The Help, even in its semi-ambiguous novel form, cocoons open racism as a thing of the past. It doesn't say that racism is over, per se, but it clearly wants us to admire how far we've come. But when Jackson only recently found itself the subject of another high-profile case of race violence—in this case the murder of a black man by racist teens who shouted "White power!" as they beat him and ran over him in a truck—maybe we shouldn't be so aghast at how things "used" to be. But no, we are instead treated to the running joke of Minny's revenge against Hilly, a dastardly deed involving a pie and a mounting sense of dread, not in the reveal but in the dawning realization that this work really will sink so low for a laugh. Naturally, it works as a crowd-pleaser, but it is so insipidly dumb, Stockett writing herself out of the true conclusion to it (and the release of Skeeter's book itself) with the threat of mutually assured social destruction. But do you know how that story really ends? It doesn't end with Minny in prison where she can tell the world of Hilly: it ends with her being killed and her house firebombed. Those might not even be two separate actions. It ends with Aibileen not simply fired but completely stripped of what little she has and possibly the target of violence. It ends with Skeeter mostly likely being raped for being a race traitor and definitely with her family crippled economically. These are not pleasant endings, and I do not "want" to see them, at least in the sense that I would ever like to spend an evening seeing such sights. But if you're going to make a film about '60s Jackson, you should show the truth, not what will only unsettle audiences in the safest way possible.
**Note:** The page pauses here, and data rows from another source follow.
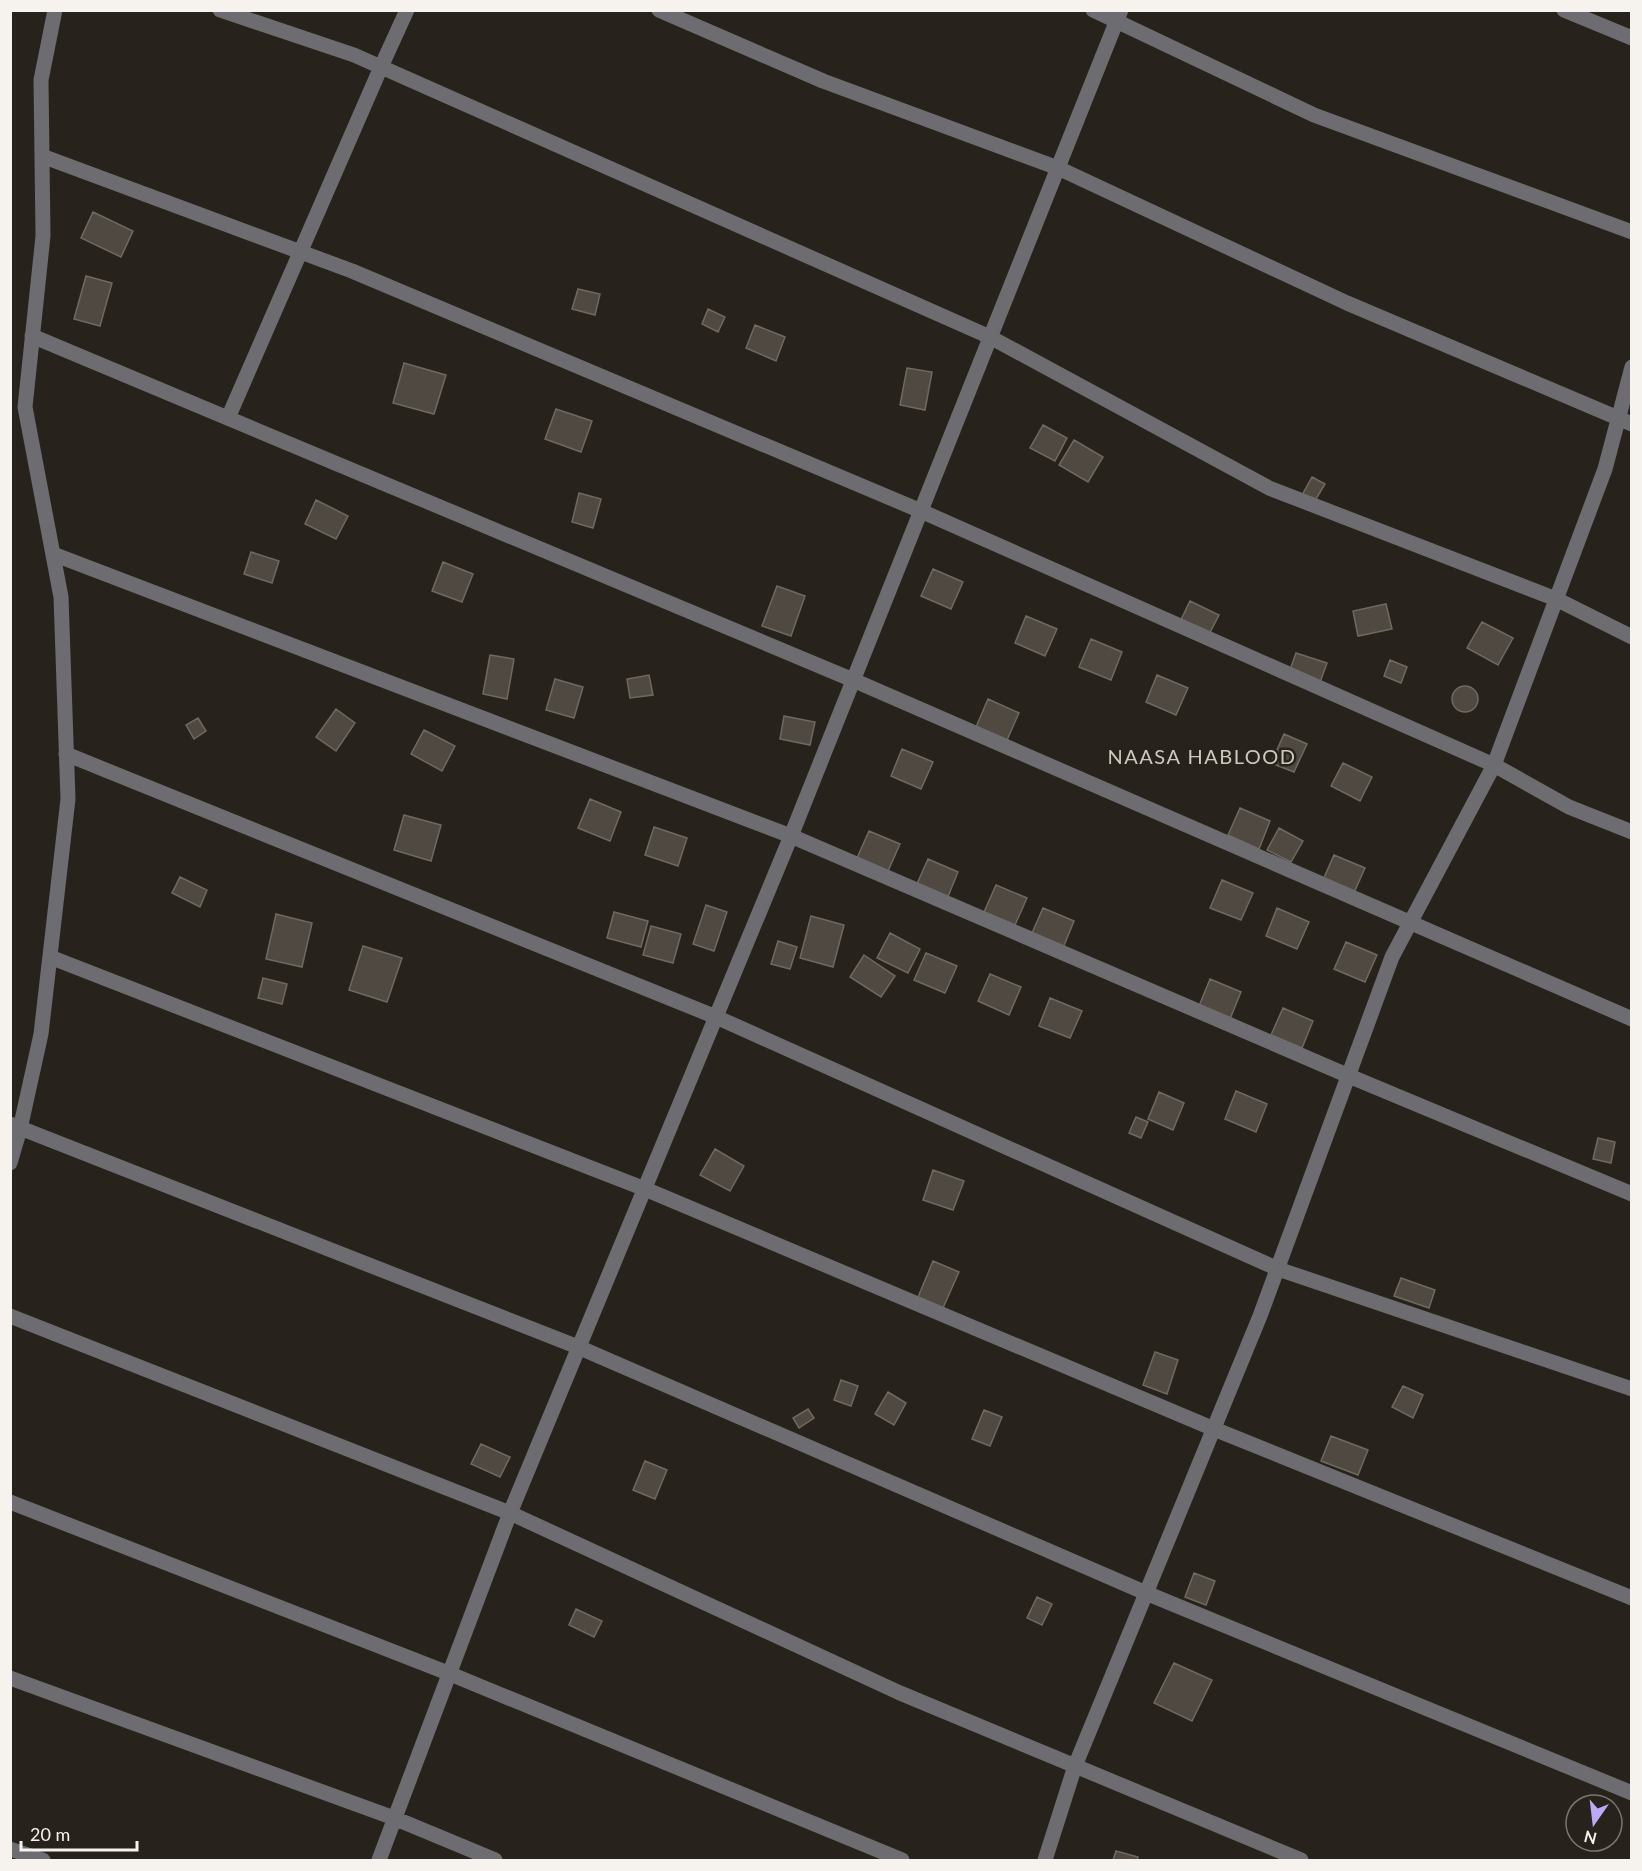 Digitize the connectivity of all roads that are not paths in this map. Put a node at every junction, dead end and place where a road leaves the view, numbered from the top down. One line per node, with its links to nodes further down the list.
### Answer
1 (55, 10): 10 (street)
2 (220, 10): 9 (street)
3 (407, 10): 9 (street)
4 (659, 10): 11 (street)
5 (1093, 10): 7 (street)
6 (1564, 10): 8 (street)
7 (1119, 17): 11 (street); 12 (street)
8 (1632, 38)
9 (381, 67): 13 (street); 15 (street)
10 (42, 156): 13 (street); 14 (street)
11 (1058, 168): 15 (street); 18 (street)
12 (1632, 232)
13 (300, 252): 17 (street); 19 (street)
14 (32, 336): 17 (street); 20 (street)
15 (990, 337): 19 (street); 21 (street)
16 (1632, 367): 18 (street)
17 (228, 418): 23 (street)
18 (1625, 421): 21 (street)
19 (921, 511): 23 (street); 25 (street)
20 (53, 554): 24 (street); 27 (street)
21 (1556, 599): 22 (street); 25 (street)
22 (1632, 637)
23 (853, 680): 27 (street); 28 (street)
24 (66, 754): 29 (street); 30 (street)
25 (1494, 765): 26 (street); 28 (street)
26 (1632, 832)
27 (791, 836): 30 (street); 32 (street)
28 (1410, 924): 31 (street); 32 (street)
29 (50, 957): 33 (street); 35 (street)
30 (716, 1017): 35 (street); 37 (street)
31 (1632, 1019)
32 (1349, 1076): 36 (street); 37 (street)
33 (15, 1126): 34 (street); 39 (street)
34 (10, 1163)
35 (645, 1189): 39 (street); 41 (street)
36 (1632, 1194)
37 (1278, 1269): 40 (street); 41 (street)
38 (10, 1316): 43 (street)
39 (578, 1347): 43 (street); 44 (street)
40 (1632, 1389)
41 (1214, 1429): 44 (street); 45 (street)
42 (10, 1502): 46 (street)
43 (510, 1513): 46 (street); 48 (street)
44 (1146, 1593): 48 (street); 49 (street)
45 (1632, 1598)
46 (448, 1672): 50 (street); 55 (street)
47 (10, 1678): 50 (street)
48 (1075, 1766): 56 (street); 57 (street)
49 (1632, 1793)
50 (394, 1818): 53 (street); 54 (street)
51 (10, 1849): 52 (street)
52 (43, 1860)
53 (379, 1860)
54 (495, 1860)
55 (902, 1860)
56 (1045, 1860)
57 (1301, 1860)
So what, in the end, are we left with? A movie that hinges its biggest payoff on a flight of pure revisionist fantasy designed to make modern audiences feel good about themselves, complete with emotional moments that are, in almost every occurrence, tied to a black person helping a white. Whether it is Aibileen's insulting "You is kind, you is smart" speech to little Mae Mobley, the maids agreeing to speak after Hilly crosses the line (their assent delivered with a collective "mmm-hmm" that throbs through Aibileen's house like an A/C unit switching on), and finally the dénouement of the two supposedly lead black maids stopping everything to cheerlead Skeeter getting a job. This trivialization of the '60s has been defended for its nonsensical feel-good whimsy by those who feel validated for having a cry over these prop cutouts of suffering. But those looking for a genuinely inspiring story of overcoming hardships associated with the racial serfdom that persists today—a recent Pew Research Center release showed the median net worth of a white household at 20 times that of a black family—should read this account of a conversation the daughter of a maid had with the grown-up child of the family that employed her. It's heartbreaking, enraging, unexpectedly uplifting, defiantly confrontational, and it ends with a punchline that is not only earned but truly hilarious and vindicating. In other words, it's everything The Help isn't.